E mesmo que os shows tenham se tornado um tanto enfadonhos, e o disco Hoje seja o mais morno da carreira da banda, Os Paralamas Do Sucesso são eternos, pela carreira impecável em todos os sentidos. Valeu Barone, Bi e, principalmente, valeu Herbert.
3 comentários:
"E provei tantas frutas, que te deixariam tontas". O pé na bunda hard que eu tomei, boa parte da fossa foi mais ou menos assim...
Primeiro show que eu vi da turnê Longo Caminho, já caíram lágrimas antes do show começar.
Se existe céu ou inferno, imagino o Renato Russo lá onde estiver falando "fica aí mais um pouco, deixa pra fazer cia mais tarde!".
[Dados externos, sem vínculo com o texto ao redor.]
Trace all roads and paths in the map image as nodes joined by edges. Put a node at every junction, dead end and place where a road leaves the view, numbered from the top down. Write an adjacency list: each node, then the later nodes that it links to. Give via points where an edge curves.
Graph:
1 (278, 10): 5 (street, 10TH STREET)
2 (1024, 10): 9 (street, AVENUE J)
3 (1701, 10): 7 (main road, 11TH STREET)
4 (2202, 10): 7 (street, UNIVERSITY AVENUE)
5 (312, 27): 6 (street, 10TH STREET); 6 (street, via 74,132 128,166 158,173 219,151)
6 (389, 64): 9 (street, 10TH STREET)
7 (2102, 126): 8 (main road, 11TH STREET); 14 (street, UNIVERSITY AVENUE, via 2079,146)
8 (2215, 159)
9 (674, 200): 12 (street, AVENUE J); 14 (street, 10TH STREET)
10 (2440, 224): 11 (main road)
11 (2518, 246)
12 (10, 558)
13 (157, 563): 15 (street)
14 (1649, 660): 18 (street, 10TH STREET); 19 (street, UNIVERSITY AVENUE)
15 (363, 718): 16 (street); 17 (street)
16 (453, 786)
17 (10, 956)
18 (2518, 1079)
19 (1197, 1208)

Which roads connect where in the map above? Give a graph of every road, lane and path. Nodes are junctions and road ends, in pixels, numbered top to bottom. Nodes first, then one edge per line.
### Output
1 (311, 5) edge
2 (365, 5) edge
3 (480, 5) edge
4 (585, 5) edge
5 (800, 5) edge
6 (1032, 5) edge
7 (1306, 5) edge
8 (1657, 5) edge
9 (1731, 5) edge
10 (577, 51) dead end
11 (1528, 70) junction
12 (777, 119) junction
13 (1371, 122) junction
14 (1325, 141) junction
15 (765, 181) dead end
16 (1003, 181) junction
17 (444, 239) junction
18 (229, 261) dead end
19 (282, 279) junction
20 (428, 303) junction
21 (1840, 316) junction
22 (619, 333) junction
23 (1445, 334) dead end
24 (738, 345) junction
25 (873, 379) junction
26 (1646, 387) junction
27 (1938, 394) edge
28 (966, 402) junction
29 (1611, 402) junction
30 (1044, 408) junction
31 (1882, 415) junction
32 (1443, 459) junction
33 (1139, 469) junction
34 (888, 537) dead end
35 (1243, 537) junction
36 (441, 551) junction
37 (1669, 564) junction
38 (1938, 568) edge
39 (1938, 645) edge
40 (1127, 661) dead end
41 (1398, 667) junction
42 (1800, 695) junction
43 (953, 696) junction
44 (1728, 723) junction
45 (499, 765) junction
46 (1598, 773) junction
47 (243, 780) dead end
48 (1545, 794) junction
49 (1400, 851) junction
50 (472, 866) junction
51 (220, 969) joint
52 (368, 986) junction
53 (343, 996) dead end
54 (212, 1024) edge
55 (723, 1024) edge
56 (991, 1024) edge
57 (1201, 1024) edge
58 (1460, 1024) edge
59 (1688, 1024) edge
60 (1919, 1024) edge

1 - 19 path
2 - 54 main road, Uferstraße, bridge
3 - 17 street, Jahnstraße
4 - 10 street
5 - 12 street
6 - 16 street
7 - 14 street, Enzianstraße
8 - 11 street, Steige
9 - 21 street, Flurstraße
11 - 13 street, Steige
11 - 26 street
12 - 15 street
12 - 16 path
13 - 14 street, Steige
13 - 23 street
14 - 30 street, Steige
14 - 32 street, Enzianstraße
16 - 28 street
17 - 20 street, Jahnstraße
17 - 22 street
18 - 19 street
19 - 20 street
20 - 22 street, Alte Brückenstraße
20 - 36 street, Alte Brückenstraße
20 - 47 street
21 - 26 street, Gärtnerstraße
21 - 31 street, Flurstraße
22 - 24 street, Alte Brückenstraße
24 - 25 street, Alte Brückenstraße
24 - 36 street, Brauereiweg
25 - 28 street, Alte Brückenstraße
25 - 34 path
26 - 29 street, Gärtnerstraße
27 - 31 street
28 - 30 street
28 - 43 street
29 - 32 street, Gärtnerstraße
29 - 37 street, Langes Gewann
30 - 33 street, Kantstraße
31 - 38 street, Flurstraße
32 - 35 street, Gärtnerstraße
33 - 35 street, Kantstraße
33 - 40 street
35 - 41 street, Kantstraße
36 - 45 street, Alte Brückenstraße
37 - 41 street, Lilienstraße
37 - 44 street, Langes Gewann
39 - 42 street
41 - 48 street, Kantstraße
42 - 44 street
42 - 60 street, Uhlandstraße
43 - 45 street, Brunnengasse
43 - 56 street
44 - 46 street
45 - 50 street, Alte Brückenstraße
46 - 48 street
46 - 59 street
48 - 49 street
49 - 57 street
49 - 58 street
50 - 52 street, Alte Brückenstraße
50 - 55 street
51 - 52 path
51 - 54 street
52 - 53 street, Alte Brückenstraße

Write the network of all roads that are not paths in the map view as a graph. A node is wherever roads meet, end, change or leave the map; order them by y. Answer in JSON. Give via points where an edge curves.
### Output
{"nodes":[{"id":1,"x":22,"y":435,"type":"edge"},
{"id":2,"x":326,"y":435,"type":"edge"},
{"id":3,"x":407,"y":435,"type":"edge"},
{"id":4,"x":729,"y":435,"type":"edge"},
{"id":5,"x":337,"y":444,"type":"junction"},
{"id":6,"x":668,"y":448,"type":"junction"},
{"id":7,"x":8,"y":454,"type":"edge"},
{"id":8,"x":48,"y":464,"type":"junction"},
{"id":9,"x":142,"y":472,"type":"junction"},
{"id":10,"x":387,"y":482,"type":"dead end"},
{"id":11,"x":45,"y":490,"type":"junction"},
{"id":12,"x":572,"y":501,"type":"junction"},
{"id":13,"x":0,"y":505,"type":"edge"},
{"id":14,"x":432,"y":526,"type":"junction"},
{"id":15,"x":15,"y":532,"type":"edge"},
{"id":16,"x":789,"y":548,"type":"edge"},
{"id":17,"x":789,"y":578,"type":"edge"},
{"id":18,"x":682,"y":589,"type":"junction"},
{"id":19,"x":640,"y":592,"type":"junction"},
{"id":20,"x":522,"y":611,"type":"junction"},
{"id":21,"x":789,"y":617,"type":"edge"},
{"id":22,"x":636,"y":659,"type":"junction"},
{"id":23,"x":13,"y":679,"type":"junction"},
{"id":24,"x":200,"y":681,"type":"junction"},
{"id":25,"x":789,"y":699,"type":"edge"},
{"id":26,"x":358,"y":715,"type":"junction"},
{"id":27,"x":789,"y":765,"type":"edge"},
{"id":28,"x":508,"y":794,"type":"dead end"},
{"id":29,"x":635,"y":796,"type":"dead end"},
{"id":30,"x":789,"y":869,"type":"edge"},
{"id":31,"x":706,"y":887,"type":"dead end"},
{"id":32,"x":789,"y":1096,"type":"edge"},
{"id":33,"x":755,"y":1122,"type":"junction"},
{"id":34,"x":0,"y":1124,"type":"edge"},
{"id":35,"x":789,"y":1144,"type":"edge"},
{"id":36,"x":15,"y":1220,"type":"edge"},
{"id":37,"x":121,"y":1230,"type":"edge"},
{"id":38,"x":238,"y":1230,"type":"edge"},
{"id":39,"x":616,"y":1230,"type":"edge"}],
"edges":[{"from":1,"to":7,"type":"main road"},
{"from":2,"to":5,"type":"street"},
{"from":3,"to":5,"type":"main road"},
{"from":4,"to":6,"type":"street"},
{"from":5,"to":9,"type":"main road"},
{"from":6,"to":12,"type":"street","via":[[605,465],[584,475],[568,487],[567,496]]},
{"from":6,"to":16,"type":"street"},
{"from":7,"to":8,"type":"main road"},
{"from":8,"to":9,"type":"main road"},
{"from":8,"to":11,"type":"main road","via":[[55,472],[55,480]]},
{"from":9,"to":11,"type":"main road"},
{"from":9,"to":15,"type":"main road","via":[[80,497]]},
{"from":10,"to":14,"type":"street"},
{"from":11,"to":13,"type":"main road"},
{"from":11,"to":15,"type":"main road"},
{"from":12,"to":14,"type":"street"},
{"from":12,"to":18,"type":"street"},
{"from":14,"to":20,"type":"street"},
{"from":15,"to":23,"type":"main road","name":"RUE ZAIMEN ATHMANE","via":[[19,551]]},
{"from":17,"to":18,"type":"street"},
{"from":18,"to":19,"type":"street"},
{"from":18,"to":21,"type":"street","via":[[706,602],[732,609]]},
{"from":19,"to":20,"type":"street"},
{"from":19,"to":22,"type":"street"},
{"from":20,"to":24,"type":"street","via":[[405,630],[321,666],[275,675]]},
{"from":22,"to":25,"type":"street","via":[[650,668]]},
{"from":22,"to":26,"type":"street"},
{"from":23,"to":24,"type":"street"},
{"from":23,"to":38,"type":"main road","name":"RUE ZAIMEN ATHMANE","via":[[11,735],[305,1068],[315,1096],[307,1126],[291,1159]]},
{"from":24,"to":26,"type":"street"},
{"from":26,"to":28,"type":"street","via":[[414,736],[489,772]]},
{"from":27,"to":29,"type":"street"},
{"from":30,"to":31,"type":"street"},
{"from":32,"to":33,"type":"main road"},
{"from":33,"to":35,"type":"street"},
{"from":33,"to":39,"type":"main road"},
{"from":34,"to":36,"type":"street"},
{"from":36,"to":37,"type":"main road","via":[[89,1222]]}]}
Paralamas é a melhor banda sim, e a cozinha é sem comentários, Bi e João deviam ganhar esses prêmios de instrumentistas todo o ano. pHodda!!! Concordo com o post 100%!!
Abrazzo!!!
Será que o Bresser precisa de dor de corno pra fazermos letras de sucesso? Vc se habilita? rs
Parabéns pela ótima análise :) Paralamas são uma das minhas bandas nacionais favoritas (já foi a favorita, hoje divide esse cargo), esses discos são muito bons.